*Problem to work on*
Transcribe the entries that come next exactly, but not the pictures they contain.

[Dataset entries]
=== Section Start ===
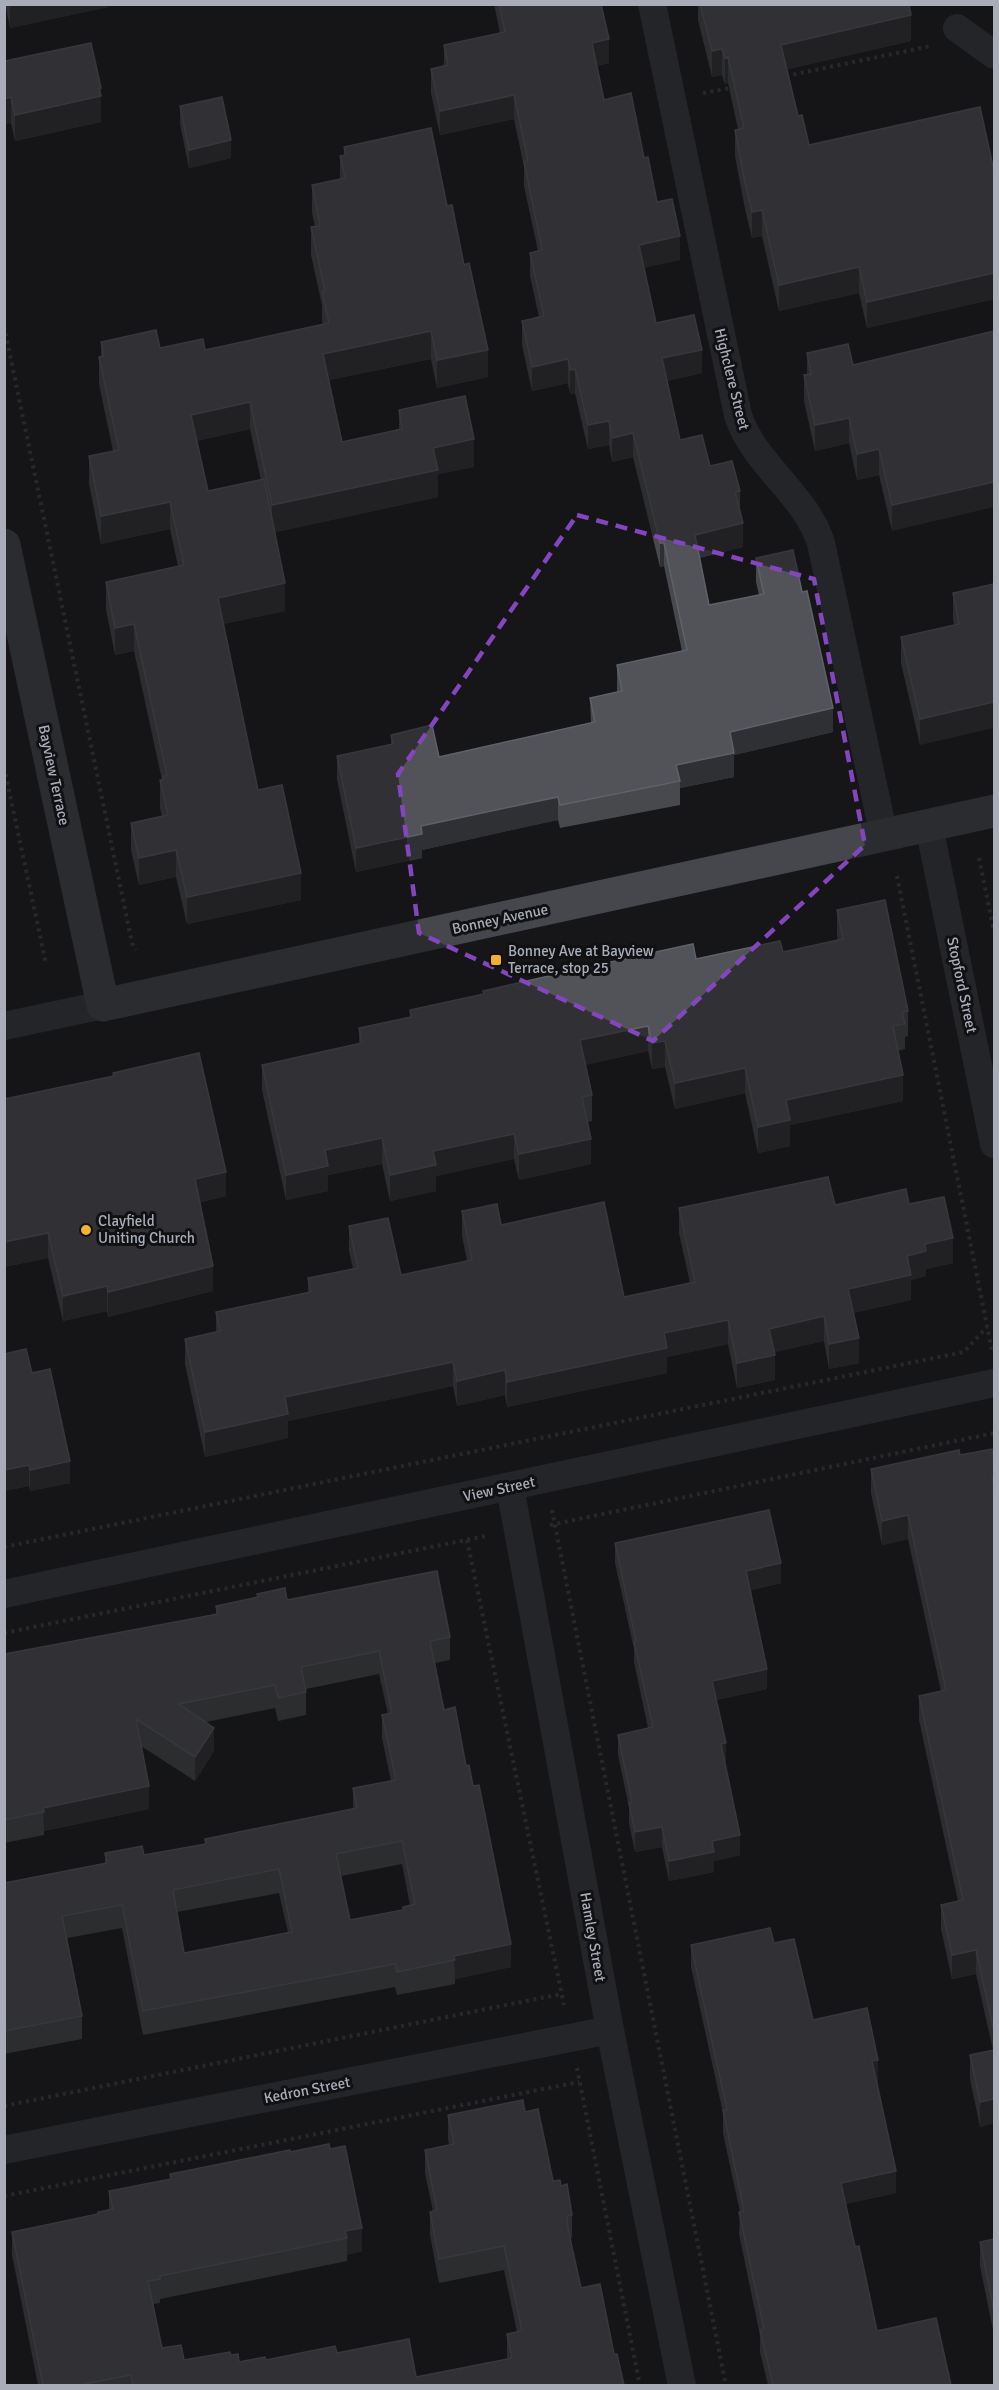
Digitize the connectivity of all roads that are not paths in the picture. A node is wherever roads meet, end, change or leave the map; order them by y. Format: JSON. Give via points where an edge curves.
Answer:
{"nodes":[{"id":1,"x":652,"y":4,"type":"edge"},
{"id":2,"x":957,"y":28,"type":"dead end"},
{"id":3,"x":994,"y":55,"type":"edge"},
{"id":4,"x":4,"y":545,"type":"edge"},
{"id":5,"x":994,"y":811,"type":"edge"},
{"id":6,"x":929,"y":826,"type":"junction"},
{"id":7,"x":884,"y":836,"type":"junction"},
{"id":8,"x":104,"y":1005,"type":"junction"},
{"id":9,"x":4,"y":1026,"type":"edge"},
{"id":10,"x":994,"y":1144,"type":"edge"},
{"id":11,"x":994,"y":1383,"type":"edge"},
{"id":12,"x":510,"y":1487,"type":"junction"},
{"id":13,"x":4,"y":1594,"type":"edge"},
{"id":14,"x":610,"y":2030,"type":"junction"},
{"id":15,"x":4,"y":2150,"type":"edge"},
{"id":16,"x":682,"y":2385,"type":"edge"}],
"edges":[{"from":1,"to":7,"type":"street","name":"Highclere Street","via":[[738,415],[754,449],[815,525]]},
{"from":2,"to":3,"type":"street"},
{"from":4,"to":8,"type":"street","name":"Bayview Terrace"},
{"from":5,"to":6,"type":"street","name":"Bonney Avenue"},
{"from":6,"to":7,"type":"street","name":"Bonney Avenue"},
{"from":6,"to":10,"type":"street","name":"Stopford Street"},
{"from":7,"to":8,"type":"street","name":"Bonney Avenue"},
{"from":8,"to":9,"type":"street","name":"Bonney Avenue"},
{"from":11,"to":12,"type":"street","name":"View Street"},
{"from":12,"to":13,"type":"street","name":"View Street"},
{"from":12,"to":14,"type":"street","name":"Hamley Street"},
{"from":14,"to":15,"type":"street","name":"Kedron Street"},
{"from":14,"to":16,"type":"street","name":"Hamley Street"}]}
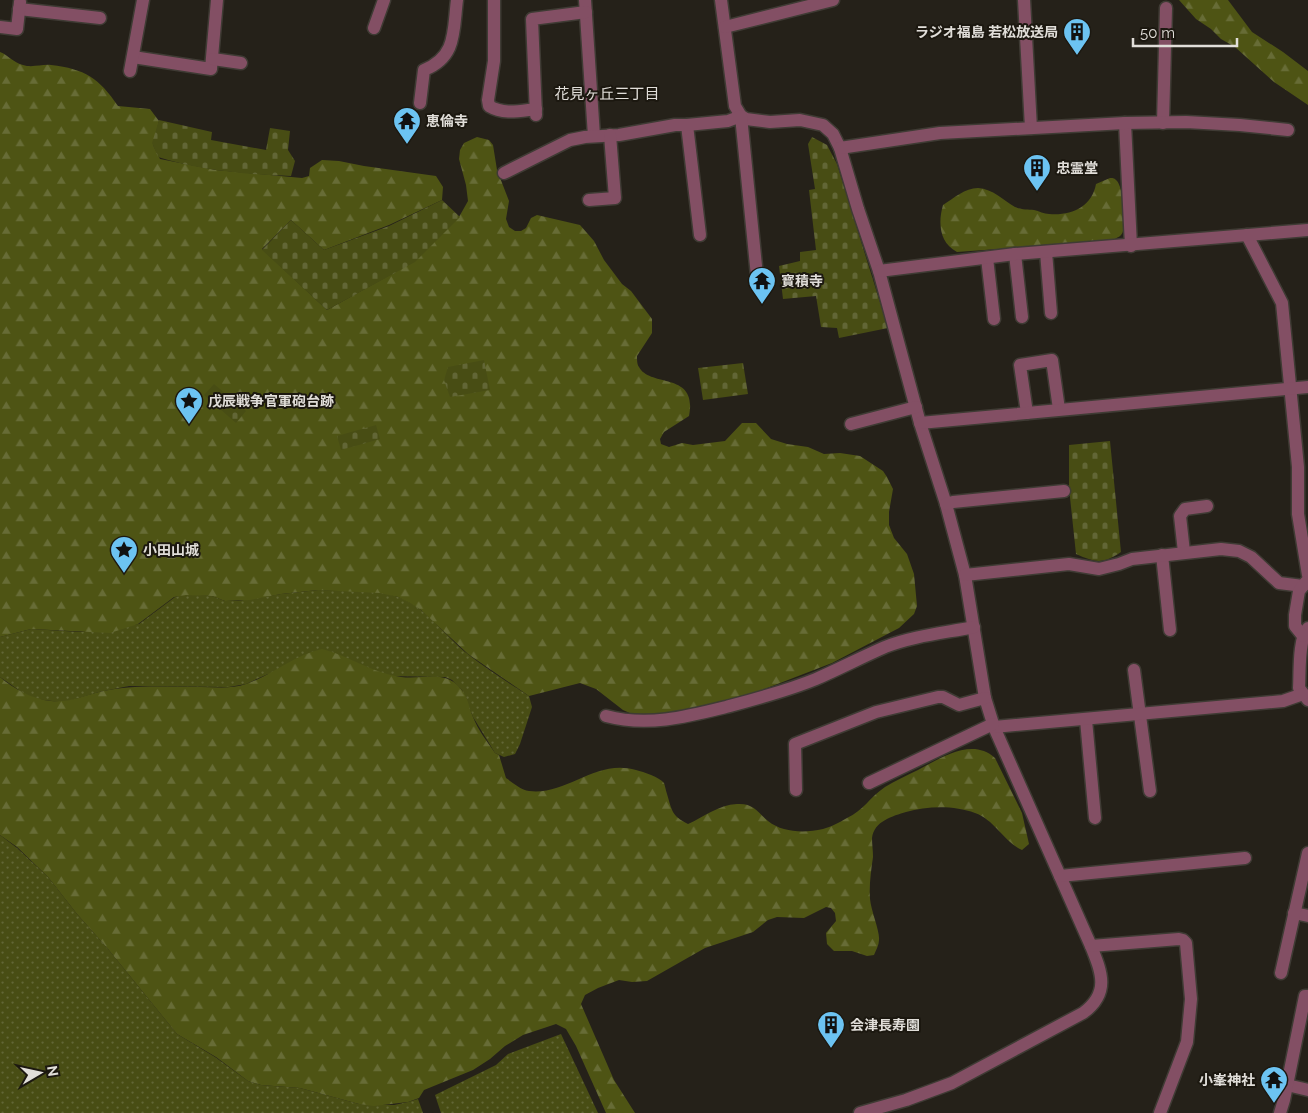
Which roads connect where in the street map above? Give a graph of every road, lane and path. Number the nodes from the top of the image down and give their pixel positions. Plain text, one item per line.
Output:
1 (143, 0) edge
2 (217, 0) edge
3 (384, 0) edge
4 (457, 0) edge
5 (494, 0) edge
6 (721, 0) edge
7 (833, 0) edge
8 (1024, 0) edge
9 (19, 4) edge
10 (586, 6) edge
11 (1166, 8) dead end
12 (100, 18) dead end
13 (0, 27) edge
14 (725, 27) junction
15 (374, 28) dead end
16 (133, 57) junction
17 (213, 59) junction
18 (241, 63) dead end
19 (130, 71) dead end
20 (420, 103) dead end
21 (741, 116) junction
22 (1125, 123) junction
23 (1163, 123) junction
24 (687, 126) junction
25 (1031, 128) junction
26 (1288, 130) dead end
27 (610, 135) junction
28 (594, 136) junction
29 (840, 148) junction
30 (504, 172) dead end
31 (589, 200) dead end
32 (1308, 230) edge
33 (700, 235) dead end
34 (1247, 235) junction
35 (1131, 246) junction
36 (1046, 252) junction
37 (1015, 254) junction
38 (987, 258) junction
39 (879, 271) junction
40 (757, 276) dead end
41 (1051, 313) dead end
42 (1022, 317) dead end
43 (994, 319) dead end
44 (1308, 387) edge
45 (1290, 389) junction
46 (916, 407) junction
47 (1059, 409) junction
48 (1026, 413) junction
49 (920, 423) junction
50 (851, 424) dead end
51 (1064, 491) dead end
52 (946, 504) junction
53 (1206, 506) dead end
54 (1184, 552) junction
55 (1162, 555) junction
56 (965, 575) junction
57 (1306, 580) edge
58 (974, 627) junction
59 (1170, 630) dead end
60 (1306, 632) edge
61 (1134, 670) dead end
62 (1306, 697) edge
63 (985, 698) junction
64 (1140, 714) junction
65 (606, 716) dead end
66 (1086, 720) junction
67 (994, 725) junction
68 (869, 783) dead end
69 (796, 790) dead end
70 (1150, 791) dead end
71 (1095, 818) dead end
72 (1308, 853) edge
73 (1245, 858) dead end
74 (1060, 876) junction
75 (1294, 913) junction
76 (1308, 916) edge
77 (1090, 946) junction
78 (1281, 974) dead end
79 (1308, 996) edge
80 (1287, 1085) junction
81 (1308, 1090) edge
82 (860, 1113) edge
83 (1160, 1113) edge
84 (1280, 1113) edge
=== Section End ===
*Answer section*
Digitize the connectivity of all roads that are not paths in the picture. A node is wherever roads meet, end, change or leave the map; order them by y. Format: JSON. Give via points where an edge curves.
Answer:
{"nodes":[{"id":1,"x":652,"y":4,"type":"edge"},
{"id":2,"x":957,"y":28,"type":"dead end"},
{"id":3,"x":994,"y":55,"type":"edge"},
{"id":4,"x":4,"y":545,"type":"edge"},
{"id":5,"x":994,"y":811,"type":"edge"},
{"id":6,"x":929,"y":826,"type":"junction"},
{"id":7,"x":884,"y":836,"type":"junction"},
{"id":8,"x":104,"y":1005,"type":"junction"},
{"id":9,"x":4,"y":1026,"type":"edge"},
{"id":10,"x":994,"y":1144,"type":"edge"},
{"id":11,"x":994,"y":1383,"type":"edge"},
{"id":12,"x":510,"y":1487,"type":"junction"},
{"id":13,"x":4,"y":1594,"type":"edge"},
{"id":14,"x":610,"y":2030,"type":"junction"},
{"id":15,"x":4,"y":2150,"type":"edge"},
{"id":16,"x":682,"y":2385,"type":"edge"}],
"edges":[{"from":1,"to":7,"type":"street","name":"Highclere Street","via":[[738,415],[754,449],[815,525]]},
{"from":2,"to":3,"type":"street"},
{"from":4,"to":8,"type":"street","name":"Bayview Terrace"},
{"from":5,"to":6,"type":"street","name":"Bonney Avenue"},
{"from":6,"to":7,"type":"street","name":"Bonney Avenue"},
{"from":6,"to":10,"type":"street","name":"Stopford Street"},
{"from":7,"to":8,"type":"street","name":"Bonney Avenue"},
{"from":8,"to":9,"type":"street","name":"Bonney Avenue"},
{"from":11,"to":12,"type":"street","name":"View Street"},
{"from":12,"to":13,"type":"street","name":"View Street"},
{"from":12,"to":14,"type":"street","name":"Hamley Street"},
{"from":14,"to":15,"type":"street","name":"Kedron Street"},
{"from":14,"to":16,"type":"street","name":"Hamley Street"}]}
Which roads connect where in the street map above? Give a graph of every road, lane and path. Number the nodes from the top of the image down and give their pixel positions. Plain text, one item per line.
Output:
1 (143, 0) edge
2 (217, 0) edge
3 (384, 0) edge
4 (457, 0) edge
5 (494, 0) edge
6 (721, 0) edge
7 (833, 0) edge
8 (1024, 0) edge
9 (19, 4) edge
10 (586, 6) edge
11 (1166, 8) dead end
12 (100, 18) dead end
13 (0, 27) edge
14 (725, 27) junction
15 (374, 28) dead end
16 (133, 57) junction
17 (213, 59) junction
18 (241, 63) dead end
19 (130, 71) dead end
20 (420, 103) dead end
21 (741, 116) junction
22 (1125, 123) junction
23 (1163, 123) junction
24 (687, 126) junction
25 (1031, 128) junction
26 (1288, 130) dead end
27 (610, 135) junction
28 (594, 136) junction
29 (840, 148) junction
30 (504, 172) dead end
31 (589, 200) dead end
32 (1308, 230) edge
33 (700, 235) dead end
34 (1247, 235) junction
35 (1131, 246) junction
36 (1046, 252) junction
37 (1015, 254) junction
38 (987, 258) junction
39 (879, 271) junction
40 (757, 276) dead end
41 (1051, 313) dead end
42 (1022, 317) dead end
43 (994, 319) dead end
44 (1308, 387) edge
45 (1290, 389) junction
46 (916, 407) junction
47 (1059, 409) junction
48 (1026, 413) junction
49 (920, 423) junction
50 (851, 424) dead end
51 (1064, 491) dead end
52 (946, 504) junction
53 (1206, 506) dead end
54 (1184, 552) junction
55 (1162, 555) junction
56 (965, 575) junction
57 (1306, 580) edge
58 (974, 627) junction
59 (1170, 630) dead end
60 (1306, 632) edge
61 (1134, 670) dead end
62 (1306, 697) edge
63 (985, 698) junction
64 (1140, 714) junction
65 (606, 716) dead end
66 (1086, 720) junction
67 (994, 725) junction
68 (869, 783) dead end
69 (796, 790) dead end
70 (1150, 791) dead end
71 (1095, 818) dead end
72 (1308, 853) edge
73 (1245, 858) dead end
74 (1060, 876) junction
75 (1294, 913) junction
76 (1308, 916) edge
77 (1090, 946) junction
78 (1281, 974) dead end
79 (1308, 996) edge
80 (1287, 1085) junction
81 (1308, 1090) edge
82 (860, 1113) edge
83 (1160, 1113) edge
84 (1280, 1113) edge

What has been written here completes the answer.